A big advantage of stratified sampling is that it can reduce the total variability of the sample statistics. In a political poll or opinion survey, this means that we could either have a smaller margin of error (desirable), or we can use a smaller total sample size to obtain a particular margin of error (also desirable).

In addition, we would often be interested in reporting the statistics by strata: for example, if there are differences in opinion between elementary/middle school/high school teachers, between men and women, between different racial groups, etc.

4.10 Cluster Sampling

Another sampling techique, which is often confused with stratified sampling, is cluster sampling.

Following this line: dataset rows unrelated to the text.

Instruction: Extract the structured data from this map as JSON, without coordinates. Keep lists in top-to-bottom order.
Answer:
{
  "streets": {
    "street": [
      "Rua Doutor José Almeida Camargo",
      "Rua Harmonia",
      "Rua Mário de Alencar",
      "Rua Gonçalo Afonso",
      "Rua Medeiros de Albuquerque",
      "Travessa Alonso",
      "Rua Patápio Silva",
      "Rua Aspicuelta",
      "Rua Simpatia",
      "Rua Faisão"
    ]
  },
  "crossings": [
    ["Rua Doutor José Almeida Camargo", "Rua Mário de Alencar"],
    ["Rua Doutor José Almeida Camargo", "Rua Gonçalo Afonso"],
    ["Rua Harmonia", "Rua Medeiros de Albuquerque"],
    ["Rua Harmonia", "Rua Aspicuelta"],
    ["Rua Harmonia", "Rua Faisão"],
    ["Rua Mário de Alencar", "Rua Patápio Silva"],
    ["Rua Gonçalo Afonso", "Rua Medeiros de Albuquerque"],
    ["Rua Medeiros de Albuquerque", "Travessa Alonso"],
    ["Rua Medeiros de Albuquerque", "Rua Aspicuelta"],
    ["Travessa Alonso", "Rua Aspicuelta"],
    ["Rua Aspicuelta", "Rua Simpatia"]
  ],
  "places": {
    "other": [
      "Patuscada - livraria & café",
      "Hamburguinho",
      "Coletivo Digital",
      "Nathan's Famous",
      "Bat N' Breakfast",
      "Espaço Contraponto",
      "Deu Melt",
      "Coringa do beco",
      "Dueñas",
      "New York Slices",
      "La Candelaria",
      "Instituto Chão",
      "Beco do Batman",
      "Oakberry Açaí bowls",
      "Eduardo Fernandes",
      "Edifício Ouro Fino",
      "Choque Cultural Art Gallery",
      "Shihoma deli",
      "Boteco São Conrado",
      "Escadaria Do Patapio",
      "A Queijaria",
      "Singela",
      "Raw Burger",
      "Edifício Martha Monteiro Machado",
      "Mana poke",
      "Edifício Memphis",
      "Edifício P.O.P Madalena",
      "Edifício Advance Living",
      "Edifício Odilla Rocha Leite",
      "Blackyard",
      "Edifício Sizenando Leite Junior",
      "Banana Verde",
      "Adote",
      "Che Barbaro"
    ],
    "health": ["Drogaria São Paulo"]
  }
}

In this method, the population is divided into representative subgroups, which are heterogenous rather than homogenous. This subgroups are called clusters. Then, instead of taking a simple random sample of individuals in the population, a simple random sample of the clusters is taken. In the purest form of cluster sampling, everyone in the chosen clusters is used, although in practice it is common to take a simple random sample or stratified sample of the chosen clusters.

In the teachers example, it might be difficult or impossible to get a sampling frame listing all teachers in the state. A frame of all school districts in Kentucky would be easier to obtain. We could randomly select a certain number of school districts and use the teachers at those districts.

4.11 Why Use Cluster Sampling?

Students often confuse stratified and cluster sampling. They appear similar because both methods involve dividing the population into subgroups.

In stratified sampling, the idea is to divide into strata where everyone within a stratum are similar on a characteristic of interest (i.e. teach the same grade level, same sex, same race, etc.) Often this is done to make sure the sample `fairly’ represents the population.

In cluster sampling, the idea is to divide into clusters where ideally the individual clusters are microcosms of the population. Then, we can reduce the time and money needed to collect the sample by sampling clusters rather than individuals.

4.12 Multistage Sampling

Most companies (Gallup, Rasmussen, news organizations, etc.) that take large surveys regularly combine several of these techniques into what is called a multistage sample.

First, cluster sampling might be used to randomly select certain geographic areas; it is common to use census tracts or neighborhood blocks, which are subdivisions used by the U.S. Census Bureau. Then the company or researcher might choose to use stratified sampling within the chosen census tracts on a stratification variable(s) of interest.

These sample designs can be quite complicated, but the intention is to try to gain the advantages of the various methods, especially when a simple random sample is not feasible.